- Location within the regional unit
- Olympos Location within Greece
- Coordinates: 39°59′N 22°12′E﻿ / ﻿39.983°N 22.200°E
- Country: Greece
- Administrative region: Thessaly
- Regional unit: Larissa
- Municipality: Elassona

Area
- • Municipal unit: 303.96 km^{2} (117.36 sq mi)
- Highest elevation: 2,911 m (9,551 ft)
- Lowest elevation: 400 m (1,300 ft)

Population (2021)
- • Municipal unit: 2,463
- • Municipal unit density: 8.103/km^{2} (20.99/sq mi)
- Time zone: UTC+2 (EET)
- • Summer (DST): UTC+3 (EEST)
- Postal code: 402 00
- Vehicle registration: ΡΙ

= Olympos, Larissa =

Olympos (Greek: Όλυμπος) is a former municipality in the Larissa regional unit, Thessaly, Greece.

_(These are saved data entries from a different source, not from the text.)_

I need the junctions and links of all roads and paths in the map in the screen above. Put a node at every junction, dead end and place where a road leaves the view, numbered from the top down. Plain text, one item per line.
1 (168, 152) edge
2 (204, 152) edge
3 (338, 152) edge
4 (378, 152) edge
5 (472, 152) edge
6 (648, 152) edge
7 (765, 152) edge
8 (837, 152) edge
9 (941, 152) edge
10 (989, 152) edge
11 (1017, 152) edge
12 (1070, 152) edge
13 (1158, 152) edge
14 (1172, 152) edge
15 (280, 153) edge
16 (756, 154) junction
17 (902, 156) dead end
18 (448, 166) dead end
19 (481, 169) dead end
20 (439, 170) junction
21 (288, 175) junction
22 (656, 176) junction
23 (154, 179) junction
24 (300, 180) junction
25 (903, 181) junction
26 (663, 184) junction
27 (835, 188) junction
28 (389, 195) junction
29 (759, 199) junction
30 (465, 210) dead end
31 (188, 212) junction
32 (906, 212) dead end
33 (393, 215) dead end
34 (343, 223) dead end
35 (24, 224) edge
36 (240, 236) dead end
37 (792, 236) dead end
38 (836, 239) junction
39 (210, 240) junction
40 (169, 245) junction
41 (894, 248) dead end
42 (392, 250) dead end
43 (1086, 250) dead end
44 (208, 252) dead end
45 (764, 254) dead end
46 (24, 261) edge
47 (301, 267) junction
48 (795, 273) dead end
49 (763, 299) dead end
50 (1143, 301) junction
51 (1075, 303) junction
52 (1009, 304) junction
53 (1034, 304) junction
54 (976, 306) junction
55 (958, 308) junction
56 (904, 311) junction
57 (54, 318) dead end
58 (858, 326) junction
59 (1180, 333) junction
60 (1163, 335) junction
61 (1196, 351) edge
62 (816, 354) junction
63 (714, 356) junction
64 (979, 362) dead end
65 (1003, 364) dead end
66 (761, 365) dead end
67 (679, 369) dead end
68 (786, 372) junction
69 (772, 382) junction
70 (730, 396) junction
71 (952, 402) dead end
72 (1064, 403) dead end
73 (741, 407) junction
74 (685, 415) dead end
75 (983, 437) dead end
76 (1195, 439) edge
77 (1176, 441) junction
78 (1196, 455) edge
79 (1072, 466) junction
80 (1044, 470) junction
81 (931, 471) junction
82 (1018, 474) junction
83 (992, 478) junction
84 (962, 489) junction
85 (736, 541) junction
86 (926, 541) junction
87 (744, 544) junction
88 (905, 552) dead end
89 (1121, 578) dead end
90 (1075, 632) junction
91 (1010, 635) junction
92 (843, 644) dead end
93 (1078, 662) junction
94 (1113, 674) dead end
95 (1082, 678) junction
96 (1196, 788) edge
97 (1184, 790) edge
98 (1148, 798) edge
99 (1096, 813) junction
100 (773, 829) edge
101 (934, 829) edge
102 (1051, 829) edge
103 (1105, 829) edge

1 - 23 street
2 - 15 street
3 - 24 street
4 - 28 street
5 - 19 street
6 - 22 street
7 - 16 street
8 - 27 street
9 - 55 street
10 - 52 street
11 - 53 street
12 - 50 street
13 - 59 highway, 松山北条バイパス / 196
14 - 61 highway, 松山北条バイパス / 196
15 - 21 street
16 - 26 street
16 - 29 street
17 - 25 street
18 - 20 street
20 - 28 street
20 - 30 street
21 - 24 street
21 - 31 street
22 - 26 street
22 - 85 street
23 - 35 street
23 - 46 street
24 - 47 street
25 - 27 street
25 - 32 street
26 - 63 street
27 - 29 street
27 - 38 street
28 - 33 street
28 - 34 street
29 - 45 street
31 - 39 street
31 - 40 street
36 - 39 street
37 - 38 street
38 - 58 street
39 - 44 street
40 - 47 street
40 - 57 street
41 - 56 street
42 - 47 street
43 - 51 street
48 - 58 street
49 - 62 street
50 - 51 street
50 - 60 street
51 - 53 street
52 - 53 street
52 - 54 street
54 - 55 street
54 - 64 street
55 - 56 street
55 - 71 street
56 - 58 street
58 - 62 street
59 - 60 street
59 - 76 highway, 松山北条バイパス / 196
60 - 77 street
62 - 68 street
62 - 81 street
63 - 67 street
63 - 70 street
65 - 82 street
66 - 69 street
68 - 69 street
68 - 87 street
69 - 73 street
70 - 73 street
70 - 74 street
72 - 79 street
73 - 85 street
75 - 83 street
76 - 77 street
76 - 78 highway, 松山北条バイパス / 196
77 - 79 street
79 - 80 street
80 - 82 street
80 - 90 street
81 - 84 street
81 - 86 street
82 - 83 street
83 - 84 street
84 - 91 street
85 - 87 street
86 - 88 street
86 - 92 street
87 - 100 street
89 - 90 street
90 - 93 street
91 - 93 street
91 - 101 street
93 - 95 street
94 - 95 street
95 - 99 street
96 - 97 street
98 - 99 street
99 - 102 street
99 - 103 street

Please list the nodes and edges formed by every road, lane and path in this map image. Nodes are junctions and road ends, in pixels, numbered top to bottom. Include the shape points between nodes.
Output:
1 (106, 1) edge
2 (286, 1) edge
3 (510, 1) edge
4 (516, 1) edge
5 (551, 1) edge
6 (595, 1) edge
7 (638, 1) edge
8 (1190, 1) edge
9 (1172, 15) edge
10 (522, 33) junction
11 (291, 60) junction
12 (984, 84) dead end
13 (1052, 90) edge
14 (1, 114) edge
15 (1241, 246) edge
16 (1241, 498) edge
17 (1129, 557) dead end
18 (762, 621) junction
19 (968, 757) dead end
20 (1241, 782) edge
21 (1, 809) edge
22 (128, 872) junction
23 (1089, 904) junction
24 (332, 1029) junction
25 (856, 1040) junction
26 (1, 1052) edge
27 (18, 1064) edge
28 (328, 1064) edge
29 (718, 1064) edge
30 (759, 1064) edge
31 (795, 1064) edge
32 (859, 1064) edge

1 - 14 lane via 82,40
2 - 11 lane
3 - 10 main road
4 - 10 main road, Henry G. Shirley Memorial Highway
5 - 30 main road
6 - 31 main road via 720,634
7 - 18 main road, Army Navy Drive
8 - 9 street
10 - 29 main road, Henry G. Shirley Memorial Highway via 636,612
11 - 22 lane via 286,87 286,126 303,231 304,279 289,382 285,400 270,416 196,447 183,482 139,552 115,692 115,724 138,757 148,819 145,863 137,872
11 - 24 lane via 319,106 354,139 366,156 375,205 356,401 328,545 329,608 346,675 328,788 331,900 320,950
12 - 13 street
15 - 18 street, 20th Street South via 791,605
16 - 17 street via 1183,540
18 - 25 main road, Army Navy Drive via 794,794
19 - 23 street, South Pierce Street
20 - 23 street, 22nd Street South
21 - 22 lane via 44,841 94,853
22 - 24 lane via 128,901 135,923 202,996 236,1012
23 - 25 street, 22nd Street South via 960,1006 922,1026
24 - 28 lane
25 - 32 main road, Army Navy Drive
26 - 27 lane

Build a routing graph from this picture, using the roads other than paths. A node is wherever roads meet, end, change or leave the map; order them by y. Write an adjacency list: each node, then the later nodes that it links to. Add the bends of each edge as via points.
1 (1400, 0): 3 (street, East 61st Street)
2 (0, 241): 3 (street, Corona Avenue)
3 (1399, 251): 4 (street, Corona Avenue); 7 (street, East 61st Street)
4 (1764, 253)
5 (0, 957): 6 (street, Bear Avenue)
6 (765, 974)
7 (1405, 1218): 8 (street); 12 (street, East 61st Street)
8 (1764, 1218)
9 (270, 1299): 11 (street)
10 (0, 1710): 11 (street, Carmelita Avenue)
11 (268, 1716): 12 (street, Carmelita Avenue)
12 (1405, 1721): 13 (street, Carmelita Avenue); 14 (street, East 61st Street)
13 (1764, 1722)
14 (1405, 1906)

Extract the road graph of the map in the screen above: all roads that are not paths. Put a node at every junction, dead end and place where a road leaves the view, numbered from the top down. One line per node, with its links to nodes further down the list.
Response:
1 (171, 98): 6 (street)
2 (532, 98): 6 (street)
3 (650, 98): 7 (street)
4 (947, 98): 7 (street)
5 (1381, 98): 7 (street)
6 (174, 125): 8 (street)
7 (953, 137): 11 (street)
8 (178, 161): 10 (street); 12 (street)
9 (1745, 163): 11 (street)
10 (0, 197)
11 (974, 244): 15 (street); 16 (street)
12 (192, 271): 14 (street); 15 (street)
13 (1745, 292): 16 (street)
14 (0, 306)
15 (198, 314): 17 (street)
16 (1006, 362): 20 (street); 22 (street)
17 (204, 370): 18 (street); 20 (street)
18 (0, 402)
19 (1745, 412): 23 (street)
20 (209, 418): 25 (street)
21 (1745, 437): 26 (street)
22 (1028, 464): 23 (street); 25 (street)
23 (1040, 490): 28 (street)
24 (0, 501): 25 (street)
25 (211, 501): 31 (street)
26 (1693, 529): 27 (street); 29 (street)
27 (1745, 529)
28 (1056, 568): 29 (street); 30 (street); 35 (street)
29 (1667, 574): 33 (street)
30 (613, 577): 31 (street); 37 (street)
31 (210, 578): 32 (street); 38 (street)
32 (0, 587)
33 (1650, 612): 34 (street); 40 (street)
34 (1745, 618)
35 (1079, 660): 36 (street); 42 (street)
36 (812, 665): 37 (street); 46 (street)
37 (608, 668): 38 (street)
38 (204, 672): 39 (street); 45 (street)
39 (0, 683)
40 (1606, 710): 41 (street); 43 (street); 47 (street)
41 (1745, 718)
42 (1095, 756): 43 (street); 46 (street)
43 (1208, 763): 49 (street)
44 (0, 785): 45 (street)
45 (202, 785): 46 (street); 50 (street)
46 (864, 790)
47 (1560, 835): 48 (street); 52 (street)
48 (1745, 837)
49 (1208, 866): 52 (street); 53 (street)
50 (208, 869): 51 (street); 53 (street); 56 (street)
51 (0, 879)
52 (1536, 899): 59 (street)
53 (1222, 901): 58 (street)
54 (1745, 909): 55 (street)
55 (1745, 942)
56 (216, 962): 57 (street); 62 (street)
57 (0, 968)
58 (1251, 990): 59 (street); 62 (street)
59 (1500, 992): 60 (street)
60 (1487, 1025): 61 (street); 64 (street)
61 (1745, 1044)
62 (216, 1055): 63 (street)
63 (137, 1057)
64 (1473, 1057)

Since the 2011 local government reform it is part of the municipality Elassona, of which it is a municipal unit. The municipal unit has an area of 303.964 km^{2}. The seat of the municipality was in Kallithea. The municipality was named after the nation's highest point, Mount Olympus.

==Subdivisions==
The municipal unit Olympos is subdivided into the following communities (constituent villages in brackets):
- Flampouro (Flampouro, Skopia, Iera Moni Sparmou)
- Kallithea Elassonos (Kallithea, Petroto)
- Kokkinogeio
- Kokkinopilos (Kokkinopilos, Kalyvia)
- Lofos (Lofos, Asprochoma)
- Olympiada (Olympiada, Sparmos)
- Pythio

==Geography==

The municipality is mountainous, especially in the northeastern part, where Greece's tallest point, Mount Olympus, is situated. The village Kallithea is situated in the lower southwestern part, which is characterised by small rivers and farmlands. The Greek National Road 13 (Elassona - Katerini) passes through the municipal unit. Elassona lies south of Olympos, and the Pieria regional unit lies to the northeast.